Each entry is to be repeated word for word, and the images are to be dropped.

*** ENTRIES SHOWN ***

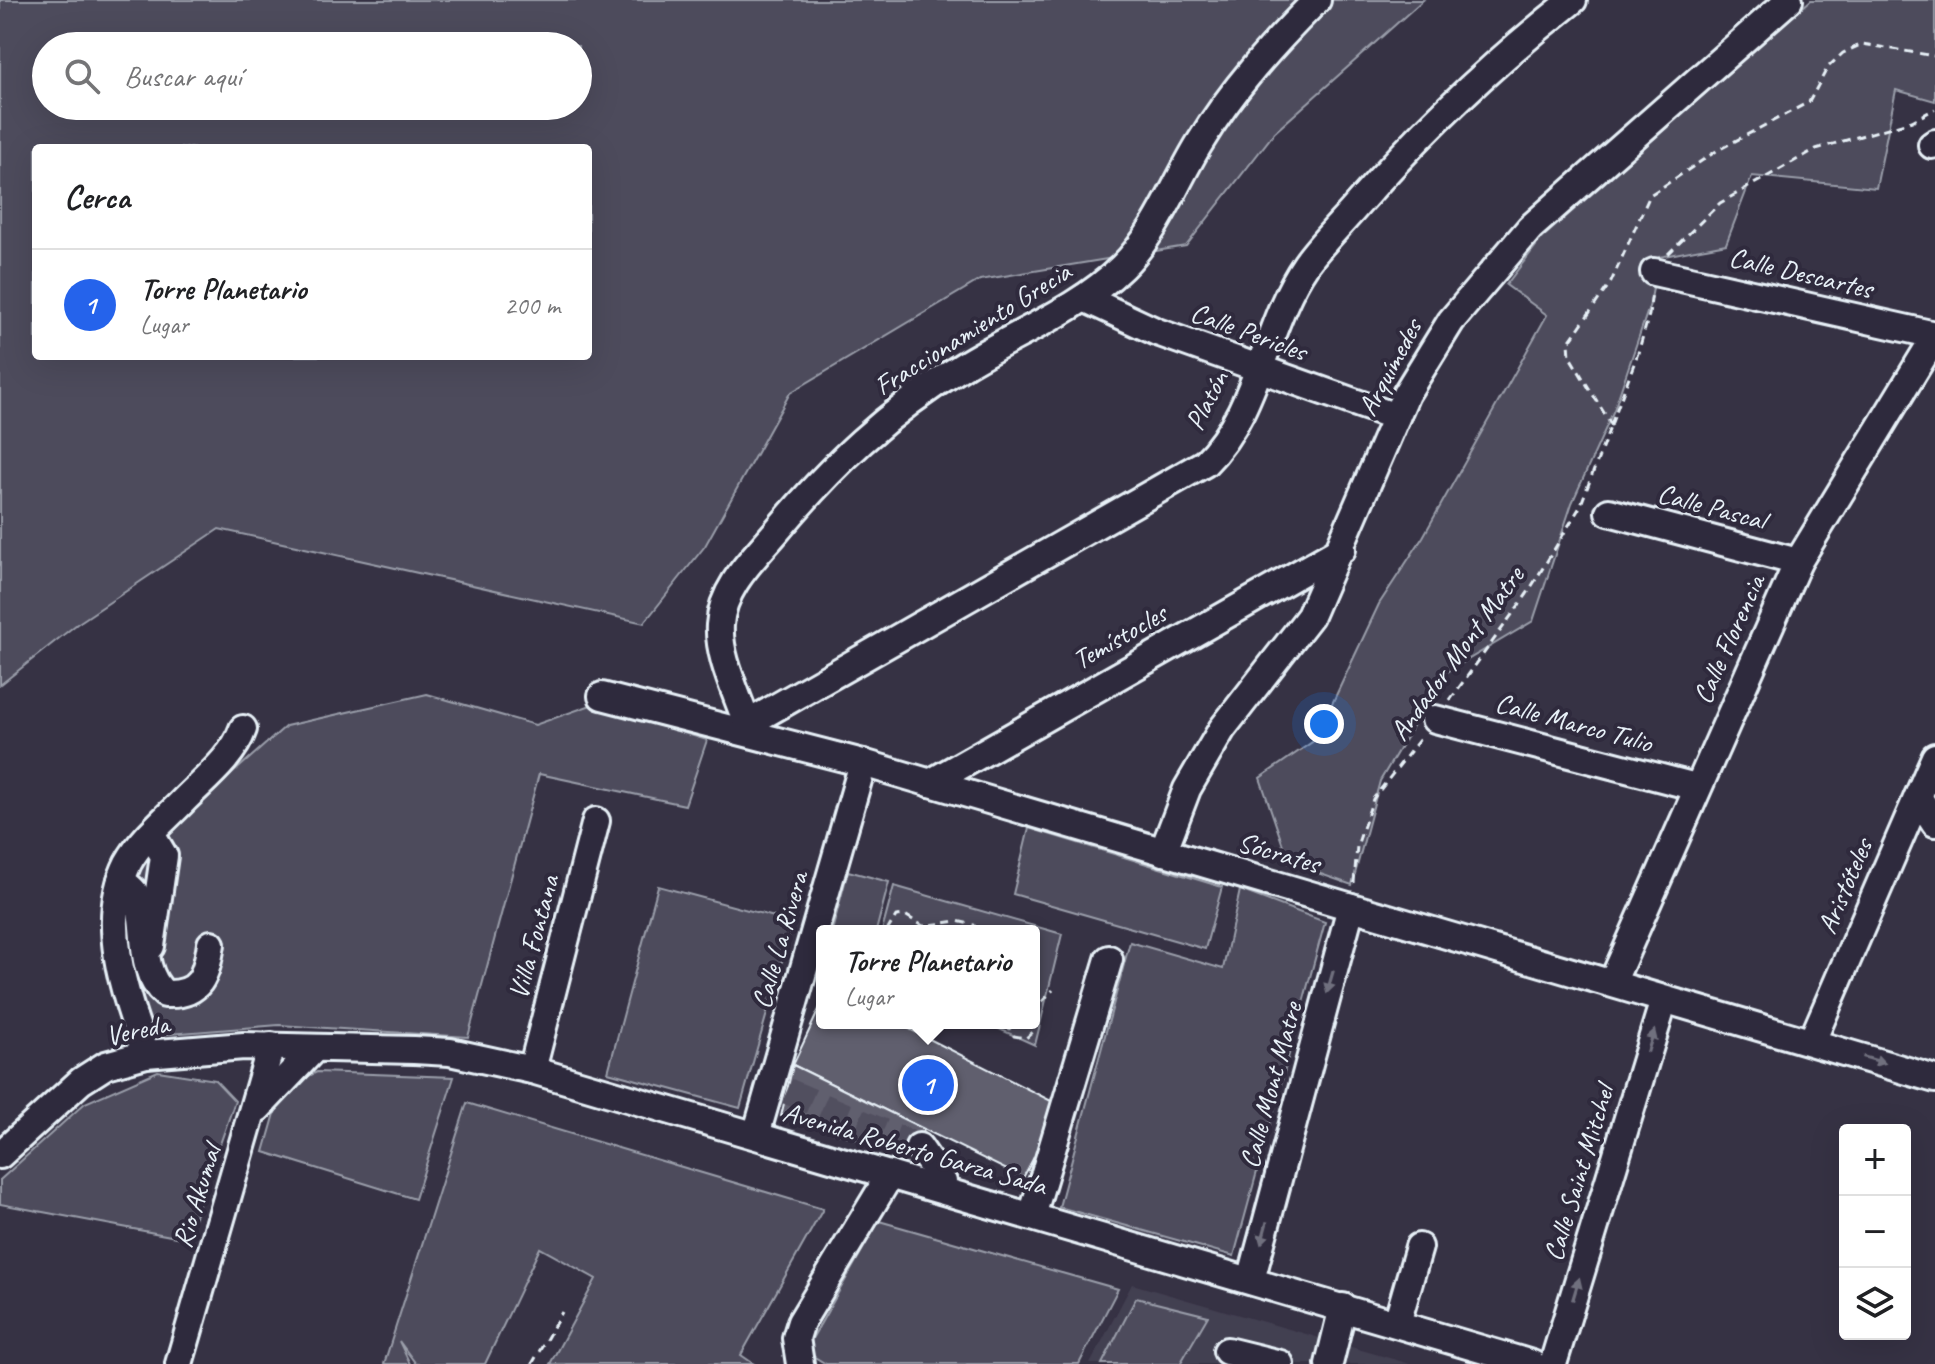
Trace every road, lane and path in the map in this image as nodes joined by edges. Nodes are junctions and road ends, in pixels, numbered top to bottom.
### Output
1 (1317, 0) edge
2 (1573, 0) edge
3 (1789, 0) edge
4 (1935, 56) edge
5 (1935, 109) edge
6 (1654, 272) junction
7 (1084, 298) junction
8 (1935, 336) edge
9 (1257, 368) junction
10 (1396, 417) junction
11 (1612, 426) junction
12 (1609, 512) dead end
13 (1342, 549) junction
14 (1798, 562) junction
15 (602, 696) dead end
16 (1435, 719) junction
17 (746, 728) junction
18 (243, 729) dead end
19 (1935, 757) edge
20 (863, 763) junction
21 (930, 783) junction
22 (1696, 787) junction
23 (1918, 797) junction
24 (596, 821) dead end
25 (1935, 823) edge
26 (158, 845) junction
27 (1163, 852) junction
28 (128, 887) junction
29 (1351, 907) junction
30 (821, 925) edge
31 (891, 925) edge
32 (921, 925) edge
33 (930, 925) edge
34 (974, 925) edge
35 (816, 943) edge
36 (211, 944) dead end
37 (1109, 959) dead end
38 (148, 962) junction
39 (1612, 983) junction
40 (1053, 990) dead end
41 (1664, 1000) junction
42 (1040, 1004) edge
43 (1010, 1029) edge
44 (1033, 1029) edge
45 (1812, 1041) junction
46 (271, 1046) junction
47 (314, 1049) junction
48 (146, 1054) junction
49 (532, 1070) junction
50 (1935, 1079) edge
51 (255, 1111) junction
52 (756, 1135) junction
53 (919, 1147) tunnel mouth
54 (0, 1155) edge
55 (890, 1175) junction
56 (942, 1190) junction
57 (1032, 1216) junction
58 (1419, 1247) dead end
59 (1251, 1280) junction
60 (1343, 1307) junction
61 (562, 1312) dead end
62 (1397, 1323) junction
63 (1227, 1351) dead end
64 (179, 1364) edge
65 (532, 1364) edge
66 (800, 1364) edge
67 (1280, 1364) edge
68 (1329, 1364) edge
69 (1532, 1364) edge
70 (1553, 1364) edge

1 - 7 street, Fraccionamiento Grecia
2 - 9 street, Platón
3 - 10 street, Arquímedes
4 - 11 path
5 - 6 path
6 - 8 street, Calle Descartes
6 - 11 path, Andador Mont Matre
7 - 9 street, Calle Pericles
7 - 17 street, Fraccionamiento Grecia
8 - 14 street, Calle Florencia
9 - 10 street, Calle Pericles
9 - 17 street, Platón
10 - 13 street, Arquímedes
11 - 16 path, Andador Mont Matre
12 - 14 street, Calle Pascal
13 - 21 street, Temístocles
13 - 27 street, Arquímedes
14 - 22 street, Calle Florencia
15 - 17 street, Sócrates
16 - 22 street, Calle Marco Tulio
16 - 29 path, Andador Mont Matre
17 - 20 street, Sócrates
18 - 26 street
19 - 23 street, Aristóteles
20 - 21 street, Sócrates
20 - 30 street, Calle La Rivera
21 - 27 street, Sócrates
22 - 39 street, Calle Florencia
23 - 25 street
23 - 45 street, Aristóteles
24 - 49 street, Villa Fontana
26 - 28 street
26 - 38 street
27 - 29 street, Sócrates
28 - 38 street
28 - 48 street
29 - 39 street, Sócrates
29 -> 59 street, Calle Mont Matre
31 - 32 path
33 - 34 path
35 - 52 street, Calle La Rivera
36 - 38 street
37 - 57 street
39 - 41 street, Sócrates
40 - 42 path
41 - 45 street, Sócrates
70 -> 41 street, Calle Saint Mitchel
43 - 44 path
45 -> 50 street, Sócrates
46 - 47 street, Avenida Roberto Garza Sada
46 - 48 street, Vereda
46 - 51 street, Rio Akumal
47 - 49 street, Avenida Roberto Garza Sada
47 - 51 street
48 - 54 street, Vereda
49 - 52 street, Avenida Roberto Garza Sada
51 - 64 street, Rio Akumal
52 - 55 street, Avenida Roberto Garza Sada
53 - 56 street
55 - 56 street, Avenida Roberto Garza Sada
55 - 66 street
56 - 57 street, Avenida Roberto Garza Sada
57 - 59 street, Avenida Roberto Garza Sada
58 - 62 street
59 - 60 street, Avenida Roberto Garza Sada
60 - 62 street, Avenida Roberto Garza Sada
60 - 68 street
61 - 65 path
62 - 69 street, Avenida Roberto Garza Sada
63 - 67 street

*** End of ENTRIES SHOWN ***

## ANSWER SPACE
Trace every road, lane and path in the map in this image as nodes joined by edges. Nodes are junctions and road ends, in pixels, numbered top to bottom.
### Output
1 (1317, 0) edge
2 (1573, 0) edge
3 (1789, 0) edge
4 (1935, 56) edge
5 (1935, 109) edge
6 (1654, 272) junction
7 (1084, 298) junction
8 (1935, 336) edge
9 (1257, 368) junction
10 (1396, 417) junction
11 (1612, 426) junction
12 (1609, 512) dead end
13 (1342, 549) junction
14 (1798, 562) junction
15 (602, 696) dead end
16 (1435, 719) junction
17 (746, 728) junction
18 (243, 729) dead end
19 (1935, 757) edge
20 (863, 763) junction
21 (930, 783) junction
22 (1696, 787) junction
23 (1918, 797) junction
24 (596, 821) dead end
25 (1935, 823) edge
26 (158, 845) junction
27 (1163, 852) junction
28 (128, 887) junction
29 (1351, 907) junction
30 (821, 925) edge
31 (891, 925) edge
32 (921, 925) edge
33 (930, 925) edge
34 (974, 925) edge
35 (816, 943) edge
36 (211, 944) dead end
37 (1109, 959) dead end
38 (148, 962) junction
39 (1612, 983) junction
40 (1053, 990) dead end
41 (1664, 1000) junction
42 (1040, 1004) edge
43 (1010, 1029) edge
44 (1033, 1029) edge
45 (1812, 1041) junction
46 (271, 1046) junction
47 (314, 1049) junction
48 (146, 1054) junction
49 (532, 1070) junction
50 (1935, 1079) edge
51 (255, 1111) junction
52 (756, 1135) junction
53 (919, 1147) tunnel mouth
54 (0, 1155) edge
55 (890, 1175) junction
56 (942, 1190) junction
57 (1032, 1216) junction
58 (1419, 1247) dead end
59 (1251, 1280) junction
60 (1343, 1307) junction
61 (562, 1312) dead end
62 (1397, 1323) junction
63 (1227, 1351) dead end
64 (179, 1364) edge
65 (532, 1364) edge
66 (800, 1364) edge
67 (1280, 1364) edge
68 (1329, 1364) edge
69 (1532, 1364) edge
70 (1553, 1364) edge

1 - 7 street, Fraccionamiento Grecia
2 - 9 street, Platón
3 - 10 street, Arquímedes
4 - 11 path
5 - 6 path
6 - 8 street, Calle Descartes
6 - 11 path, Andador Mont Matre
7 - 9 street, Calle Pericles
7 - 17 street, Fraccionamiento Grecia
8 - 14 street, Calle Florencia
9 - 10 street, Calle Pericles
9 - 17 street, Platón
10 - 13 street, Arquímedes
11 - 16 path, Andador Mont Matre
12 - 14 street, Calle Pascal
13 - 21 street, Temístocles
13 - 27 street, Arquímedes
14 - 22 street, Calle Florencia
15 - 17 street, Sócrates
16 - 22 street, Calle Marco Tulio
16 - 29 path, Andador Mont Matre
17 - 20 street, Sócrates
18 - 26 street
19 - 23 street, Aristóteles
20 - 21 street, Sócrates
20 - 30 street, Calle La Rivera
21 - 27 street, Sócrates
22 - 39 street, Calle Florencia
23 - 25 street
23 - 45 street, Aristóteles
24 - 49 street, Villa Fontana
26 - 28 street
26 - 38 street
27 - 29 street, Sócrates
28 - 38 street
28 - 48 street
29 - 39 street, Sócrates
29 -> 59 street, Calle Mont Matre
31 - 32 path
33 - 34 path
35 - 52 street, Calle La Rivera
36 - 38 street
37 - 57 street
39 - 41 street, Sócrates
40 - 42 path
41 - 45 street, Sócrates
70 -> 41 street, Calle Saint Mitchel
43 - 44 path
45 -> 50 street, Sócrates
46 - 47 street, Avenida Roberto Garza Sada
46 - 48 street, Vereda
46 - 51 street, Rio Akumal
47 - 49 street, Avenida Roberto Garza Sada
47 - 51 street
48 - 54 street, Vereda
49 - 52 street, Avenida Roberto Garza Sada
51 - 64 street, Rio Akumal
52 - 55 street, Avenida Roberto Garza Sada
53 - 56 street
55 - 56 street, Avenida Roberto Garza Sada
55 - 66 street
56 - 57 street, Avenida Roberto Garza Sada
57 - 59 street, Avenida Roberto Garza Sada
58 - 62 street
59 - 60 street, Avenida Roberto Garza Sada
60 - 62 street, Avenida Roberto Garza Sada
60 - 68 street
61 - 65 path
62 - 69 street, Avenida Roberto Garza Sada
63 - 67 street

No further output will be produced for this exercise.